SUPPLIED ENTRIES: Begin

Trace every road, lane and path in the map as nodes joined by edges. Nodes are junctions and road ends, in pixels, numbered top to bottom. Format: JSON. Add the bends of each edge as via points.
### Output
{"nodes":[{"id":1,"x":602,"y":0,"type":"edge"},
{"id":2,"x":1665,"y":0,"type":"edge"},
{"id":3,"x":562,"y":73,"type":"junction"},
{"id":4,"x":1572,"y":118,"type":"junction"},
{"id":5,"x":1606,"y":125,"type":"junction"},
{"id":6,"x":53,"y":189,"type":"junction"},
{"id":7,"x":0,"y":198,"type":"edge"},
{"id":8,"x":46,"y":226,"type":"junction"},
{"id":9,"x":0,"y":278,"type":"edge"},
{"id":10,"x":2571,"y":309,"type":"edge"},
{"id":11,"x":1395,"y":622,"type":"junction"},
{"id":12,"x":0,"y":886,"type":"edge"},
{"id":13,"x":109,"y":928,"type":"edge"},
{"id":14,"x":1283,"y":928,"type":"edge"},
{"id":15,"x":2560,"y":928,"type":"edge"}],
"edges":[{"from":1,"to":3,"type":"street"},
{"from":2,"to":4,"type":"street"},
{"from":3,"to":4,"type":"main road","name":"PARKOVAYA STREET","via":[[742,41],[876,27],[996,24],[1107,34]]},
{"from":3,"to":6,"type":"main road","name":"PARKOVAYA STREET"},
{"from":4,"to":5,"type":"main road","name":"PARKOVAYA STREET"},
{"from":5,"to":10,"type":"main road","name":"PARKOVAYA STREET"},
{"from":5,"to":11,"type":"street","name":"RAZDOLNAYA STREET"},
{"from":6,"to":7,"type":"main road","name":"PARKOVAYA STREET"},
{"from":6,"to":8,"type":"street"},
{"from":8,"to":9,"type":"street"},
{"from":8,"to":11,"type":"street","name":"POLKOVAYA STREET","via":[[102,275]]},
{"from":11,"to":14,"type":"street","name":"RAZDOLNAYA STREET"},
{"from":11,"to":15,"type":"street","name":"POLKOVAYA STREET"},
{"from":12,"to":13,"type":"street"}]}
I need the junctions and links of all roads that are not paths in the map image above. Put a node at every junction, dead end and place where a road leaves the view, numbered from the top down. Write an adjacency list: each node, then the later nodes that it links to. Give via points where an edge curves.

SUPPLIED ENTRIES: End

[EXERCISE GOAL] Recopy all the entries faithfully, leaving none out.

[EXPECTED ANSWER]
Trace every road, lane and path in the map as nodes joined by edges. Nodes are junctions and road ends, in pixels, numbered top to bottom. Format: JSON. Add the bends of each edge as via points.
### Output
{"nodes":[{"id":1,"x":602,"y":0,"type":"edge"},
{"id":2,"x":1665,"y":0,"type":"edge"},
{"id":3,"x":562,"y":73,"type":"junction"},
{"id":4,"x":1572,"y":118,"type":"junction"},
{"id":5,"x":1606,"y":125,"type":"junction"},
{"id":6,"x":53,"y":189,"type":"junction"},
{"id":7,"x":0,"y":198,"type":"edge"},
{"id":8,"x":46,"y":226,"type":"junction"},
{"id":9,"x":0,"y":278,"type":"edge"},
{"id":10,"x":2571,"y":309,"type":"edge"},
{"id":11,"x":1395,"y":622,"type":"junction"},
{"id":12,"x":0,"y":886,"type":"edge"},
{"id":13,"x":109,"y":928,"type":"edge"},
{"id":14,"x":1283,"y":928,"type":"edge"},
{"id":15,"x":2560,"y":928,"type":"edge"}],
"edges":[{"from":1,"to":3,"type":"street"},
{"from":2,"to":4,"type":"street"},
{"from":3,"to":4,"type":"main road","name":"PARKOVAYA STREET","via":[[742,41],[876,27],[996,24],[1107,34]]},
{"from":3,"to":6,"type":"main road","name":"PARKOVAYA STREET"},
{"from":4,"to":5,"type":"main road","name":"PARKOVAYA STREET"},
{"from":5,"to":10,"type":"main road","name":"PARKOVAYA STREET"},
{"from":5,"to":11,"type":"street","name":"RAZDOLNAYA STREET"},
{"from":6,"to":7,"type":"main road","name":"PARKOVAYA STREET"},
{"from":6,"to":8,"type":"street"},
{"from":8,"to":9,"type":"street"},
{"from":8,"to":11,"type":"street","name":"POLKOVAYA STREET","via":[[102,275]]},
{"from":11,"to":14,"type":"street","name":"RAZDOLNAYA STREET"},
{"from":11,"to":15,"type":"street","name":"POLKOVAYA STREET"},
{"from":12,"to":13,"type":"street"}]}
I need the junctions and links of all roads that are not paths in the map image above. Put a node at every junction, dead end and place where a road leaves the view, numbered from the top down. Write an adjacency list: each node, then the later nodes that it links to. Give via points where an edge curves.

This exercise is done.